SSL/TLS通信が失敗する原因とは？【証明書エラー・ハンドシェイク失敗の診断手順】

「HTTPSに接続できない」
「証明書エラーが出て通信が確立しない」
「FWやLBを通すとSSL通信だけ失敗する」

これらのトラブルは、SSL/TLS通信の仕組みと証明書の役割を理解すると、 論理的に原因を切り分けられます。

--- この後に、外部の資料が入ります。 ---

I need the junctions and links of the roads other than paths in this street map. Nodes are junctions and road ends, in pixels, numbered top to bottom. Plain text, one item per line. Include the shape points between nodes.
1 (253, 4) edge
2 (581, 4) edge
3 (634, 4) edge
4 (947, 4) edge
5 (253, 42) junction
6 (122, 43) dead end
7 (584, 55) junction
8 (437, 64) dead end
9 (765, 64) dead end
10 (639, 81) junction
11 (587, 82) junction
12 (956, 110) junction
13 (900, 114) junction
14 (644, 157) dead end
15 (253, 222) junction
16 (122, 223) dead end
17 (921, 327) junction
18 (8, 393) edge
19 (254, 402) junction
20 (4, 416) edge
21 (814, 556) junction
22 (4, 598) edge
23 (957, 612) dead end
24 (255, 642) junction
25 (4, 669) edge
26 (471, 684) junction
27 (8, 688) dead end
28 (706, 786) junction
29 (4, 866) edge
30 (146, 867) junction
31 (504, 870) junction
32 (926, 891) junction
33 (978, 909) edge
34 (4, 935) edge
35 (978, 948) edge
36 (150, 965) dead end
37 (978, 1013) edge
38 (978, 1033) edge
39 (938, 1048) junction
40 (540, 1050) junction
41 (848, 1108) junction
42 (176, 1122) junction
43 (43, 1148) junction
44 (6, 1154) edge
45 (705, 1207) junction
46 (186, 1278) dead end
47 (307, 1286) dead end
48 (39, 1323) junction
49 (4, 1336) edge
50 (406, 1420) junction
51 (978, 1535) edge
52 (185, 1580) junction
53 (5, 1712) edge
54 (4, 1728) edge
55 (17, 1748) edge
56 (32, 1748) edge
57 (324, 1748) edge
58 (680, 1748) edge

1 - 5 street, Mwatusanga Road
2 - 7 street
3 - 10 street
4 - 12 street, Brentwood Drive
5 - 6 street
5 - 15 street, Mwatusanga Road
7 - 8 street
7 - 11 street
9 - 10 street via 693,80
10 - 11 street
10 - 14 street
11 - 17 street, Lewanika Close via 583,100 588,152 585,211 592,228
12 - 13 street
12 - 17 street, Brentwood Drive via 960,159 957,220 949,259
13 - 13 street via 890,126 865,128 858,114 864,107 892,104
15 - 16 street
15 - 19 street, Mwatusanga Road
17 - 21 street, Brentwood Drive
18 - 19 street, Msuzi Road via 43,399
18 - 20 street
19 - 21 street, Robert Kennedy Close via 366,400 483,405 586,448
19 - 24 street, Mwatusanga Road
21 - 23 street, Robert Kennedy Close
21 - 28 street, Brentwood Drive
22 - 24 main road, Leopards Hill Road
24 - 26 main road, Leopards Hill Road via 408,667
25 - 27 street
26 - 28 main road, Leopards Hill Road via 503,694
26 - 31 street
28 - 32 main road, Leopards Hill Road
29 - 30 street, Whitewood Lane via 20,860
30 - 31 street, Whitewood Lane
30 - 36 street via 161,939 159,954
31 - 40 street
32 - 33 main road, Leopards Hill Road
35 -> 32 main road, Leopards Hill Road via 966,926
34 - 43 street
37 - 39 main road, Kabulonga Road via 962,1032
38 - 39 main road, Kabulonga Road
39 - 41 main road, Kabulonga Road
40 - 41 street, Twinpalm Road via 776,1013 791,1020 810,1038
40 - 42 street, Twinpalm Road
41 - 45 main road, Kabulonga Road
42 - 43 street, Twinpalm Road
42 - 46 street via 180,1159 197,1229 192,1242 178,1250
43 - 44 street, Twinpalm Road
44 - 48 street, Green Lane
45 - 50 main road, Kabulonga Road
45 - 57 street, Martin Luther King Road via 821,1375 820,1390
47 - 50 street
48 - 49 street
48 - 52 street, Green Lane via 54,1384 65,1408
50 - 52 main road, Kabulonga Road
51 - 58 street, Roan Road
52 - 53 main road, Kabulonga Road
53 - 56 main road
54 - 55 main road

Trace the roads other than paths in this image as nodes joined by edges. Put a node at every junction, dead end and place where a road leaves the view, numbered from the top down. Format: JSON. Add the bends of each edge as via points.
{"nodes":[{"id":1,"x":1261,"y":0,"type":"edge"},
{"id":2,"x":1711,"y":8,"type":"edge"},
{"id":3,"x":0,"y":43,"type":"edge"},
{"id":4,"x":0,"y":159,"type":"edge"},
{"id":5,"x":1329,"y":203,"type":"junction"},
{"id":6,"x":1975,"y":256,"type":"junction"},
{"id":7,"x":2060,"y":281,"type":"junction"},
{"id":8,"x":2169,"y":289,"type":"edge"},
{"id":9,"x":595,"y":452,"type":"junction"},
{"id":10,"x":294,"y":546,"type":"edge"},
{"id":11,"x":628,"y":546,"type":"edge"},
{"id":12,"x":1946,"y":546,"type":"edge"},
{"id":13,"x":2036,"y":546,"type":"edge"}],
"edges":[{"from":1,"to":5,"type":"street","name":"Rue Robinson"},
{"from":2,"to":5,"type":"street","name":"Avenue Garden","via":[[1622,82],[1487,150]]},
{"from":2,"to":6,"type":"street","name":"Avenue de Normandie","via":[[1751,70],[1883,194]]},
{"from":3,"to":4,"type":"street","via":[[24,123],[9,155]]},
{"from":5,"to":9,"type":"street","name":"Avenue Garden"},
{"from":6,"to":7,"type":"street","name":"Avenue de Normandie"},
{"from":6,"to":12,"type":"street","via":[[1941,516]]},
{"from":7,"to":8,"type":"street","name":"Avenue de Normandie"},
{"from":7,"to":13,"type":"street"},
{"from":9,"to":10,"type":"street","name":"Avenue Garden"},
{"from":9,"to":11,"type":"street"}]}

本記事では、SSL/TLS通信が失敗する代表的な原因と、 実務で使える診断手順・確認コマンド・結果の読み方を解説します。

SSL/TLS通信の基本構造

SSL/TLS通信は、大きく次のフェーズで構成されます。

1. TCPコネクション確立（3ウェイハンドシェイク）
2. TLSハンドシェイク
3. 暗号化通信開始

証明書トラブルは②のTLSハンドシェイクで発生します。

TLSハンドシェイクで行われていること

• サーバ証明書の提示
• 証明書チェーンの検証
• 有効期限・CN/SANの確認
• 暗号スイートの合意

このどこかで失敗すると、SSL/TLS通信は確立しません。

SSL/TLS通信が失敗する代表的な原因

① 証明書の有効期限切れ

• ブラウザで警告が表示される
• 突然通信できなくなる

最も多い原因です。

② CN / SAN 不一致

証明書に記載されたホスト名と、アクセス先URLが一致しない場合、 検証エラーになります。

• CN: www.example.com
• アクセス: api.example.com

③ 中間証明書の欠落

サーバ証明書だけを設定し、 中間CA証明書を設定していないケースです。

• 一部クライアントだけ接続不可
• OSやブラウザ依存で失敗

④ 信頼されていない認証局（CA）

• 自己署名証明書
• 社内CAをクライアントが信頼していない

クライアント側の信頼ストア確認が必要です。

⑤ TLSバージョン不一致

• サーバ：TLS1.2のみ許可
• クライアント：TLS1.0のみ対応

レガシー機器で頻出します。

⑥ 暗号スイート不一致

共通で利用可能な暗号方式がない場合、 ハンドシェイクは失敗します。

確認手順①：TCPレベルの疎通確認

telnet <IP> 443

結果例

• 接続できない → FW/経路問題
• 接続できる → SSL/TLS層の問題

確認手順②：openssl による証明書確認

openssl s_client -connect example.com:443

確認ポイント

• 証明書チェーンが最後まで表示されるか
• Verify return code: 0 (ok) になっているか

よくあるエラー表示と意味

• certificate has expired：有効期限切れ
• unable to get local issuer certificate：中間証明書不足
• hostname mismatch：CN/SAN不一致

FW・LBが絡む場合の注意点

• SSLインスペクション有無
• 証明書の再署名
• クライアント側の信頼CA設定

FW/LBがSSL通信を終端しているかを必ず確認します。

実務での切り分けフロー

1. TCP 443 接続確認
2. openssl で証明書検証
3. CN/SAN・期限確認
4. 中間証明書確認
5. TLS/暗号スイート確認

改善後の結果例

• SSLエラーが解消
• ブラウザ警告が消える
• API通信が安定

まとめ

• SSL/TLSトラブルの多くは証明書起因
• opensslは最強の診断ツール
• FW/LBが絡むと複雑化しやすい

SSL/TLS通信は「ブラックボックス」に見えがちですが、 構造を理解すれば容易に切り分け可能です。